JS: All three of these women left their most important work in print. Each consistently published, each left an impressive written archive. Their words, devalued in their own lifetime, contained germs of wisdom that I thought could be really applicable today. Also, each of these artists worked to pioneer some sense of alternative spaces and alternative pedagogy. They offer an alternative model for an artist working outside of the boundaries of the art world. This is compelling to the present moment; there are so many people at that margin now. My job as a historian is to go back to the record and see what lessons can be taken from these women, all of whom lived in a far more sexist and repressive social era.
CW: And, of course, each worked in ceramics.
JS: Ceramics has been completely undervalued and overlooked. My work tries, always, to consider it in a more constructive and theoretical way. I aim to reclaim it as a performative— and non-utilitarian—medium, in which the maker is not only performing skill and mastery, but also the making of the self.
CW: You describe your subjects several times as proto-feminists. What exactly does that mean in this context? Would they have referred to themselves that way?
JS: These ceramists would have vehemently rejected the term “feminist.” Frankly, they could not have been asked to accept that term in the time they came of age. Each of these women supported their male colleagues more than they supported their female colleagues. This has to do, I think, with self-identifying with a masculine way of being in the world which still persists. Only one of the three women in this book (Susan Peterson) had children. All three of them married and divorced multiple times; in that historical moment, such a practice was quite uncommon. For a woman to of be self-supporting during the 1950s, to lead a hand-to-mouth existence, was very rare. It meant giving up the more comfortable, social privileges of being married, having a man in your life, owning property, being settled in some way. This offers a real lesson for artists in trying to figure out new ways of living now.
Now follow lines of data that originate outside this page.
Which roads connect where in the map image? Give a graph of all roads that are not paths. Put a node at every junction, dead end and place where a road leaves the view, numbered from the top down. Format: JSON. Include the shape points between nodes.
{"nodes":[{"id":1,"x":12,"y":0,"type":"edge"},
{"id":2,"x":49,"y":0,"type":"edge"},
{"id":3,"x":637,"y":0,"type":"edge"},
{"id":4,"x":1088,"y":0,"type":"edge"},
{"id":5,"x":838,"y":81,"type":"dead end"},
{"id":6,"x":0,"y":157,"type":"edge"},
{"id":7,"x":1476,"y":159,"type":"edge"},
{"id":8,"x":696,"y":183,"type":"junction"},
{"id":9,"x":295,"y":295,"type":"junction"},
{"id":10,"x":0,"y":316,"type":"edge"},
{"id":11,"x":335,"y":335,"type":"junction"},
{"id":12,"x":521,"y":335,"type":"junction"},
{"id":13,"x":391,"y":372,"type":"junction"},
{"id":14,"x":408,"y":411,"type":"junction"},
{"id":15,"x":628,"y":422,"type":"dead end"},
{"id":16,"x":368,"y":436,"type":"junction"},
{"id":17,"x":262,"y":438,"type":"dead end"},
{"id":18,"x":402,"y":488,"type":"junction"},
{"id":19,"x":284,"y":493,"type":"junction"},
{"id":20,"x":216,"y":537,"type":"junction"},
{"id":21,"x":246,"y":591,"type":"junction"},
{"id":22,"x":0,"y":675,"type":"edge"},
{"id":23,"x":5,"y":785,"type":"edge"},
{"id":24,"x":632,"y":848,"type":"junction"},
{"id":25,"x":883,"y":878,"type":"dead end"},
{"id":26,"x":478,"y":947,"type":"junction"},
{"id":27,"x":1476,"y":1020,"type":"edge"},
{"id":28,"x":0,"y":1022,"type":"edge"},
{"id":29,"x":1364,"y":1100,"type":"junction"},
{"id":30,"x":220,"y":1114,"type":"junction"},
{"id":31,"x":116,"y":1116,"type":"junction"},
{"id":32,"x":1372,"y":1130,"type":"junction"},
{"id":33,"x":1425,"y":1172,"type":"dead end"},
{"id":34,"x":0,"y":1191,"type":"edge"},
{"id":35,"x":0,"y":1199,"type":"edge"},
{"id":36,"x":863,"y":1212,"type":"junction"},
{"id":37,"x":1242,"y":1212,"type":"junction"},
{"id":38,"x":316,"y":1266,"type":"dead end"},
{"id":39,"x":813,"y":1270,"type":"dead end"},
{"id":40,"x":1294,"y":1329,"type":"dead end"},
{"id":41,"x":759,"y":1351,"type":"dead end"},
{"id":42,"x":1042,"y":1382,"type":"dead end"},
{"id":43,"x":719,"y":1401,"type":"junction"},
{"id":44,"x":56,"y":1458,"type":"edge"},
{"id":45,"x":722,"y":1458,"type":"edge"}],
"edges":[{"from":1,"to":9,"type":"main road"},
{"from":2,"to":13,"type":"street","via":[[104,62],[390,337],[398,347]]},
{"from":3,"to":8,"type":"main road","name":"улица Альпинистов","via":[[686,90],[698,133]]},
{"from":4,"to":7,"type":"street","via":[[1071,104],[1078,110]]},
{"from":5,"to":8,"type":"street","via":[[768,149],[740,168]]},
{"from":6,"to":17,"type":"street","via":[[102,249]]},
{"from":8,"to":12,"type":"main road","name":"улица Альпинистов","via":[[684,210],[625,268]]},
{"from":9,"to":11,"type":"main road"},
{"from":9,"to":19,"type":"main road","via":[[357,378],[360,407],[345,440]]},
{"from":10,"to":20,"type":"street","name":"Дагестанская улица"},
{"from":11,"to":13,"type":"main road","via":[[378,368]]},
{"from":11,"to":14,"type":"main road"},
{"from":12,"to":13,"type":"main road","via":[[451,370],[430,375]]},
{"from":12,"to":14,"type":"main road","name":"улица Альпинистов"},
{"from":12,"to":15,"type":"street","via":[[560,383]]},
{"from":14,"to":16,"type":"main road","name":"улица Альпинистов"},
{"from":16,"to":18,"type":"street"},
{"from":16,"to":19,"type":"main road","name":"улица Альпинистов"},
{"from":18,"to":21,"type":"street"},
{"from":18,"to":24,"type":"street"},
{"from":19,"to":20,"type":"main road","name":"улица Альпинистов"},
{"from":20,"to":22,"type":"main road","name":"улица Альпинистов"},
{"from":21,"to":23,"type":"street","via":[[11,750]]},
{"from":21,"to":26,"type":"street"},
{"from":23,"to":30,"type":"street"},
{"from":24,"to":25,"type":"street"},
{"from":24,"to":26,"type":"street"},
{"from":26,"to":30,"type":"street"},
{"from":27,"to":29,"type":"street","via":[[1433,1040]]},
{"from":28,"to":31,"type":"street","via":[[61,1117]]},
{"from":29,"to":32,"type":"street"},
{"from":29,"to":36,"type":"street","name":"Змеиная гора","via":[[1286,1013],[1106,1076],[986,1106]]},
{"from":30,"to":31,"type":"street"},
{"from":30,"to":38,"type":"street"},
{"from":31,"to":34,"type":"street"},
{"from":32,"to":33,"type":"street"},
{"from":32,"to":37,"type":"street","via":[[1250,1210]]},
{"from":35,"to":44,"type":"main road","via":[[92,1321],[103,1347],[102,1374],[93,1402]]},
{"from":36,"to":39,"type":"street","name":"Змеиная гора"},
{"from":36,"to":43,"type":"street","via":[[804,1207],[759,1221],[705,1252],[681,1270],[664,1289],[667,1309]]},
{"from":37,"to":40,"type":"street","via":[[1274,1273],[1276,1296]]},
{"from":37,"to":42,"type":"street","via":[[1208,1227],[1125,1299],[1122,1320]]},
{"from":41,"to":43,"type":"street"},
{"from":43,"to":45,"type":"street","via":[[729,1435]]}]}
Andrea Zittel, for instance, forging new designs for living in Joshua Tree is really no different than Marguerite Wildenhain establishing Pond Farm. Forging new, outsider models is not new; part of my work is demonstrating that such a legacy exists. And, this is important, it is a legacy of craft. Craft is really where it’s at when thinking about a history of social practice work, non-object based work, performance work, and alternative world-making.
CW: Speaking of new models of teaching and living as an artist, you contributed several shorter essays to the Black Mountain College show catalog. Maybe we could end on this note; can you speak a little about notions of “alternative world-making” in relationship to schools?
JS: Right. The history of art schools, like CalArts and so many others, is one of community building. Of learning, in some real sense, how to live and be an engaged citizen of the world, rather than learning how to make artwork. Helen Molesworth’s Black Mountain show is very much engaged in this project—this interest in cultivating utopian values, in collectivity. Los Angeles, and its legacy of art schools, is the city most devoted to this practice. It really differs from a city like Chicago in that way: there is one major art school in that city, which provides a less sustainable context. Here, people move, attend, graduate, and stay. There is a network to enter and build from. And it feels endless.
Jenni Sorkin is an associate professor of Art History at UC Santa Barbara. She writes on the intersection between gender, material culture, and contemporary art. Sorkin’s new book, Live Form: Women, Ceramics and Community was published in July of 2016.